Street artists and musicians abound. One street artist we encountered had struck a frozen pose very much reminiscent of American illustration artist Robert Crumb’s “Mr. Natural” in the middle of a street. When Carol went to drop a dollar in the artist’s bucket, he came to life and gave Carol a quick “how to” posing lesson in the street. While taking a photo I noticed another local longtime character in the background: Charlie Two-Shoes seen here in a YouTube video (his performance is worth watching but Courtney should keep her day job).
 eye-catching

Jazz is synonymous with the Quarter. We strolled past Café Beignet, Donna’s Bar and Grill, Maison Bourbon Jazz Club, Preservation Hall, just to name a few. As the afternoon wore on, more live music was heard. Not surprising, as jazz musicians are notoriously night people by nature! In fact, by late afternoon, the look and feel of the Quarter began to take on a more pronounced “night life” feel. Retail stores and galleries began closing soon while the drinking establishments started to come alive. For better or for worse we would not be there when the daily metamorphosis would be completed.
We had one more planned stop to make. The Red Fish Grill, a recommendation by Robin Kinney, from Bentsen RV Resort this past winter. We’ve learned that when Robin makes a recommendation for a place to eat, one is foolish not to follow-up whenever possible. We're card-carrying members of L.A.R.: Let's Ask Robin.
We were not disappointed. The 2 course red plate special: half of a Po-boy (ours were BBQ shrimp) and a hearts of romaine side salad with an exquisite dressing (crumbled Stilton, tomatoes, red onions, and roasted pecans tossed with an apple-rosemary vinaigrette) and a local brew (Abita Beer) hit the spot. At the time we placed our food order we also ordered double chocolate bread pudding. We had been warned not to wait until the last minute to order one – it will take at least twenty minutes to prepare. Wanda, our wait person, dropped off a hard copy of Ralph Brennan’s New Orleans Seafood Cookbook (named “Best New Cookbook” for New Orleans, 2008) at our table for us to peruse during our meal. Yum!

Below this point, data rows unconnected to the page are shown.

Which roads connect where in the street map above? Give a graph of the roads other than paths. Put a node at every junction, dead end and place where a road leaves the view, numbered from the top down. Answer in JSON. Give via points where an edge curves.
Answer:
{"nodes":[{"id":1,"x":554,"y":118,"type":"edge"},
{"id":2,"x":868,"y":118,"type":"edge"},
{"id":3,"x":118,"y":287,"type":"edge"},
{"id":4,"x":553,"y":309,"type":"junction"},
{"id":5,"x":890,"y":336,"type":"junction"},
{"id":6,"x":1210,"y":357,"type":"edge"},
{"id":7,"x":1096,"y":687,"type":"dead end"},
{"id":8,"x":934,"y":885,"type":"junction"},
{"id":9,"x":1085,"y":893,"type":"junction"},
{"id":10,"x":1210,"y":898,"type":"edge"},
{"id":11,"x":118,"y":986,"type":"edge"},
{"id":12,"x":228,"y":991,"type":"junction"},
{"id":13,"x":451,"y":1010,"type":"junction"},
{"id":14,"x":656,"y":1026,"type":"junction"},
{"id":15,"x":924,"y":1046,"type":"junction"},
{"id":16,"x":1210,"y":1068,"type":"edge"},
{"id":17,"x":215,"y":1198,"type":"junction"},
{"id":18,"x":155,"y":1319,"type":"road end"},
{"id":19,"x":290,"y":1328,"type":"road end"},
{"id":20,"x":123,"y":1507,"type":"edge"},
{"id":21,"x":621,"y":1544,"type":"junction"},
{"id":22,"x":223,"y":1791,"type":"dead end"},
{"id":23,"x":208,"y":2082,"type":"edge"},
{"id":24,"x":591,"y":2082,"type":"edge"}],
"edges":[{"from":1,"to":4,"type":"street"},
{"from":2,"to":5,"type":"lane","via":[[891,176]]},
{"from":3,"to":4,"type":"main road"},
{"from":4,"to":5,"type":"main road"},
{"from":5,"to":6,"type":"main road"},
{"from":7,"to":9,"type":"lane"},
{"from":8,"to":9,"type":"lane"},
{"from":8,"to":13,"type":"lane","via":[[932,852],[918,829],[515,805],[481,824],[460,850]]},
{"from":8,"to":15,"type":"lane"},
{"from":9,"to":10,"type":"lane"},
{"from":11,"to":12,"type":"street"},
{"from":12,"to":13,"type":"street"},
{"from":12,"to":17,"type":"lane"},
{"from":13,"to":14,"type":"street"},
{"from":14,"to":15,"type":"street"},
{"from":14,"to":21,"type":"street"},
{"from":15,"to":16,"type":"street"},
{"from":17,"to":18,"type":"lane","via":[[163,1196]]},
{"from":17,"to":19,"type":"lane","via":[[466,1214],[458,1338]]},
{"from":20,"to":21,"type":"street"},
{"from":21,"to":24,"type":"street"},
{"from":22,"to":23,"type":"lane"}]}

double chocolate bread pudding w/vanilla bean ice cream

By mid-afternoon it was time to head back to the ferry. Along Decatur Street we discovered the Jean Lafitte National Park French Quarter Visitor Center. In retrospect this would have been a great place to start, not end, our visit.  Park Rangers conduct walking tours of the district and it would have been a great way to get the low down on the historical importance of the French Quarter before entering. Ah, well, voilå!